The city of Rincon may be a step closer to a long-desired permit for its lower Floridan well, a well that can’t be used without the state’s blessing.
The city met with Carter and Sloope consulting engineers for a briefing on their progress in being able to satisfy the state that their well is, in fact, within the Lower Aquifer and not simply a different part of the commonly used upper Floridan aquifer.
In 2007, state geologist Dr. Jim Kennedy told a group, including Rincon, Richmond Hill, Consolidated Utilities and Carter and Sloope, that if a published document was prepared and peer reviewed, that he would then accept their definition of the top of the Lower Floridan Aquifer, the bottom of the Upper Floridan Aquifer and their separation with a confining layer.
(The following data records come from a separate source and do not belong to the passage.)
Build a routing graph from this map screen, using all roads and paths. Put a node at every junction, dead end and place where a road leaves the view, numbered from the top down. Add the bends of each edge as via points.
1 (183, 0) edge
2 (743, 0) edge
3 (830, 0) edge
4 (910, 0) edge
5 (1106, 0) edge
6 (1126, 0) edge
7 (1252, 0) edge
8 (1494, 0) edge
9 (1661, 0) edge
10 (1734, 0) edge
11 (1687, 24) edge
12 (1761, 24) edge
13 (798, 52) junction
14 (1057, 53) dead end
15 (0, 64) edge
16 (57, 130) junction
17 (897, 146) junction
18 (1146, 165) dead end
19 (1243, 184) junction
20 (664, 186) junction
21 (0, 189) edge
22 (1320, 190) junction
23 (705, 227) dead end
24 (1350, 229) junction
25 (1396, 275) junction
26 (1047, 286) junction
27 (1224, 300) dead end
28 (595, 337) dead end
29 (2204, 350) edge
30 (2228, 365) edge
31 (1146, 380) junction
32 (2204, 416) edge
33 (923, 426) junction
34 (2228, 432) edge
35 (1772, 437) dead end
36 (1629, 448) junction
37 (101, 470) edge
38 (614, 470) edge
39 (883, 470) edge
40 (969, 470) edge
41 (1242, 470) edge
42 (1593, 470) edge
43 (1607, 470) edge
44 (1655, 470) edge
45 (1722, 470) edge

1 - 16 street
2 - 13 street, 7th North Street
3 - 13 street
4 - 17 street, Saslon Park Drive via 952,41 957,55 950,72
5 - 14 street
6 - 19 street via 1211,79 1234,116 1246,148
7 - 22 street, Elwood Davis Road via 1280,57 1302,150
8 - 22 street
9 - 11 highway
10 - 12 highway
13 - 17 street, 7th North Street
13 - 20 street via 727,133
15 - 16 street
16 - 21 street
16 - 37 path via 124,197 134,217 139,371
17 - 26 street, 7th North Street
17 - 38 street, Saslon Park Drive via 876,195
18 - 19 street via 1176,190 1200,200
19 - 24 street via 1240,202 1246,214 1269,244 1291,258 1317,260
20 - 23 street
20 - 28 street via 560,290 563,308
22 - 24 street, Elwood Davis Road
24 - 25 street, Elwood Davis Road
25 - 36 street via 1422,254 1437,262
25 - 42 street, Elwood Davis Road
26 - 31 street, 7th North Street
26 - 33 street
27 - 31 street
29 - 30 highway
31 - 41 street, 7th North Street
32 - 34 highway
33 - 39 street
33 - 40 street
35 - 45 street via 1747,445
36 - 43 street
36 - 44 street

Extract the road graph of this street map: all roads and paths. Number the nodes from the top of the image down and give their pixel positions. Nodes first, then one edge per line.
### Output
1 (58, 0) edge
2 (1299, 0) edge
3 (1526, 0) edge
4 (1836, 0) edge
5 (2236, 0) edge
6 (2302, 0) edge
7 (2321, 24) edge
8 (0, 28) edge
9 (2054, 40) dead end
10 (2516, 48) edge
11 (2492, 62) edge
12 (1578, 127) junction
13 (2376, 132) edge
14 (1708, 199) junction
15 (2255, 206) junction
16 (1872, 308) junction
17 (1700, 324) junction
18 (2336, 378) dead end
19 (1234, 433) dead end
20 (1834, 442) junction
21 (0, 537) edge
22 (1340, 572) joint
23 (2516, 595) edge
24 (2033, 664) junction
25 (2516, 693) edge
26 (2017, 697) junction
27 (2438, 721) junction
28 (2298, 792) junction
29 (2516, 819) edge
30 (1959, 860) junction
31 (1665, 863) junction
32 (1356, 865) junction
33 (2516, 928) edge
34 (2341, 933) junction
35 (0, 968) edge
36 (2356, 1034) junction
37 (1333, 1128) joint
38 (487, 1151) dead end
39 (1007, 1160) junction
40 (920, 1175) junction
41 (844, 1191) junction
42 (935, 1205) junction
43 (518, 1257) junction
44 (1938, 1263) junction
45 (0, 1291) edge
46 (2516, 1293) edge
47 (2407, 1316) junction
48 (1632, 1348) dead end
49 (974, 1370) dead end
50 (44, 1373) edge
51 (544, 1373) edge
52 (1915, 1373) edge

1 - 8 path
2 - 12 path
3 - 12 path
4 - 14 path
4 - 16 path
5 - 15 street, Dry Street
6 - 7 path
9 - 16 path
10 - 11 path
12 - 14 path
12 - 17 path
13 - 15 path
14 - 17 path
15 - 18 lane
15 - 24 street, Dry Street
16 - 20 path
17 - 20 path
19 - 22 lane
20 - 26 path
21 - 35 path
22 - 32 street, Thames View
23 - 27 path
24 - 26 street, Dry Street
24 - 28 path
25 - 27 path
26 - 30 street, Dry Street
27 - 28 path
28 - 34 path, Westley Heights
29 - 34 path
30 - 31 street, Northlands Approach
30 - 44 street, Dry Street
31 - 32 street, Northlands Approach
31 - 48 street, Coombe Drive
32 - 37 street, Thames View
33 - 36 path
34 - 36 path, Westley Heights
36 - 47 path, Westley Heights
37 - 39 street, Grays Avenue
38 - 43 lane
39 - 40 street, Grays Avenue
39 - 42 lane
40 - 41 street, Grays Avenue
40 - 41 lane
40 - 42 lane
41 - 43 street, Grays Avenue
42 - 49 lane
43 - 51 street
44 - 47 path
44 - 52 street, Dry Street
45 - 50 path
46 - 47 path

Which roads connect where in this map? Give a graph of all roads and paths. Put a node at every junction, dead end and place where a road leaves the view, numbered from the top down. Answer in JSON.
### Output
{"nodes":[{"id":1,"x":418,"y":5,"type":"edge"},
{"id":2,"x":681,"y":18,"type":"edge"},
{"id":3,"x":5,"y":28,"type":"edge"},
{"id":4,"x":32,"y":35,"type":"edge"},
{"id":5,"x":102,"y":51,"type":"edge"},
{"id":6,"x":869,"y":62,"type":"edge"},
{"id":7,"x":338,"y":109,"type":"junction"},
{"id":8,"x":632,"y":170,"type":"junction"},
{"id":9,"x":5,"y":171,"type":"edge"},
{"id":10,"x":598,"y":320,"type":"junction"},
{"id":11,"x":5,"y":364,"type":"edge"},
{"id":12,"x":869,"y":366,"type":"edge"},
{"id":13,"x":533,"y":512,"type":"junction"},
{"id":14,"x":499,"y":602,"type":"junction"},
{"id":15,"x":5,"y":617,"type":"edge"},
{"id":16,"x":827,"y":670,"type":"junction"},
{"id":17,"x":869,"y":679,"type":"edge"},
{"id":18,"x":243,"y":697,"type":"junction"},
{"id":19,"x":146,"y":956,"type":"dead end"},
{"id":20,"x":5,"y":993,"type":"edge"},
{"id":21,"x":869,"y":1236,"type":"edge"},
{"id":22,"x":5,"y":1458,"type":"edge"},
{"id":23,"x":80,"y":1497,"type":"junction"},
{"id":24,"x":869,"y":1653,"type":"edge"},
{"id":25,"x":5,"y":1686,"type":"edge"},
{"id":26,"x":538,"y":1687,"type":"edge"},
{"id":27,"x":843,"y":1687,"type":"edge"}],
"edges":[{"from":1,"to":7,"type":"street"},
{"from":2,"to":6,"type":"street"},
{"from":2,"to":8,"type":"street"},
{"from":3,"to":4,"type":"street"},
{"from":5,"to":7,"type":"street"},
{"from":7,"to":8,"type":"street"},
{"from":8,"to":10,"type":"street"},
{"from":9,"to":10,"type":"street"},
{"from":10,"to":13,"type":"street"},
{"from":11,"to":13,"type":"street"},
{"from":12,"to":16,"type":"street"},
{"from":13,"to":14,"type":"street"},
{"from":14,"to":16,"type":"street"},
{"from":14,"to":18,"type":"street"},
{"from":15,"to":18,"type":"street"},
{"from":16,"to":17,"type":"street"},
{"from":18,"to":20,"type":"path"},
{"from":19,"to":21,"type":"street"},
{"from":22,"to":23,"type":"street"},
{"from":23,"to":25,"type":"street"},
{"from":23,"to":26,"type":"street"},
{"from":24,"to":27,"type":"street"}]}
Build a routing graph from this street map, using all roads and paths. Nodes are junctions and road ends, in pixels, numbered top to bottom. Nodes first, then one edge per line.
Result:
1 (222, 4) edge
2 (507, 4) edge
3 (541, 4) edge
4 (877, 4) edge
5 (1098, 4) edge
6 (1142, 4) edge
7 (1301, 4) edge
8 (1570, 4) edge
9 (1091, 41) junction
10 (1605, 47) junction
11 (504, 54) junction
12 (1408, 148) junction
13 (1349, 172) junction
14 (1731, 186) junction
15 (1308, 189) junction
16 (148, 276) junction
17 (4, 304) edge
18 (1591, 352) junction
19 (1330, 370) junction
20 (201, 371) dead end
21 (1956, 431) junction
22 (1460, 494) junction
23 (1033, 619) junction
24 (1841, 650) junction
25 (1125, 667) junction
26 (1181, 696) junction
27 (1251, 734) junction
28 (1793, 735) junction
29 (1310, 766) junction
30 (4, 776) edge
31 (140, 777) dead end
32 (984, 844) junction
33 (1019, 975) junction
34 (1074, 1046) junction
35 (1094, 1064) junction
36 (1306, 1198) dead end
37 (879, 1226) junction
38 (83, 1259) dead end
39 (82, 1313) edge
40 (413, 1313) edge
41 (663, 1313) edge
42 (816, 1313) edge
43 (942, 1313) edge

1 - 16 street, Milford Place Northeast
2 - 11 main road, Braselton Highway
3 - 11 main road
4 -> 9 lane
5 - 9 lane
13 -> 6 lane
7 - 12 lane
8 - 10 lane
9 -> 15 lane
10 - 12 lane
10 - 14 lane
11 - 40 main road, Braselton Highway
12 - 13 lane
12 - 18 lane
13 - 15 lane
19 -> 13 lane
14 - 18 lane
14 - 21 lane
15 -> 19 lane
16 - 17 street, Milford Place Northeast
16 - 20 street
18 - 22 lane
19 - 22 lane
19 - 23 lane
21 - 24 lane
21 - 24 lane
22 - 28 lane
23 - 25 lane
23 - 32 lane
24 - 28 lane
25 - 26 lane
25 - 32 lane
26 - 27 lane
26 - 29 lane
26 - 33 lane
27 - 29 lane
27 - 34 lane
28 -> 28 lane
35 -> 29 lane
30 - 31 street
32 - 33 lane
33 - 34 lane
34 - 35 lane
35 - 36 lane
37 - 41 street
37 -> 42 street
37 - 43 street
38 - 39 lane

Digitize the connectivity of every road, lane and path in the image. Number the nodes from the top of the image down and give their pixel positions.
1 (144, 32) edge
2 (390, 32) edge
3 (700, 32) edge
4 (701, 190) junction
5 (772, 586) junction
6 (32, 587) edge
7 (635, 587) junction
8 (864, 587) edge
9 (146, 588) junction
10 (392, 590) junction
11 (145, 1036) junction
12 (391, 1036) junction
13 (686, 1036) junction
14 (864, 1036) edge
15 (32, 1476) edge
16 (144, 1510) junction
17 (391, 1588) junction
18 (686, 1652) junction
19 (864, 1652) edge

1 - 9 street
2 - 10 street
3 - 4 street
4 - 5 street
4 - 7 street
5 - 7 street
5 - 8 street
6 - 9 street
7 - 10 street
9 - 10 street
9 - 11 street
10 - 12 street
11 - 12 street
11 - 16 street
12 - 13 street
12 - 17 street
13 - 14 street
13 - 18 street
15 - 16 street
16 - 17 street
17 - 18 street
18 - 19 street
In a meeting with Rincon City Council, Carter and Sloope’s Harold Gill announced that their research had been accepted and taken on as a project by the U.S. Geological Survey and that they would publish the information.
“That’s as good as it gets,” Gill said.
He said that with the credibility of a report from such a highly regarded government agency, he could not see why a permit for the well would not be forthcoming from the state. In fact, Gill met last October with Dr. Kennedy to discuss the Coastal Ground Water Report and at that time, Dr. Kennedy said that when it was approved for publication by the USGS, he would then use it as the new standard.
Your well is clearly a lower Floridan well – no question about it,” Gill said. “If Jim Kennedy is a man of his word, that well is permittable.”
Ronald Kolat with Carter and Sloope said when Rincon dug its well, it was done under the tenure of a previous state geologist who recognized the Lower Floridan aquifer. But when Dr. Kennedy took over, he did not recognize the separating or “confining” layer between the two aquifers. Permitting was slowed by legal problems with the state Environmental Protection Division’s consent order.
One welcome piece of news for Rincon that came out in the meeting was that Hunter Army Air Field also had dug a well into the lower Floridan, and it had been permitted. The engineers thought this would bode extremely well for the city of Rincon.
If the state does grant Rincon a permit to draw from this well, it would add to the mix of water sources the city has available, including surface water and water already permitted from the Upper Floridan.
Once permitted, an entire pumping complex would have to be constructed and the preliminary cost submitted by the engineering firm was put at $1.43 million.
The project would include installing a well pump, pump building, elevated storage tank, water transmission lines, along with all of the other things necessary to tie in to the city water system.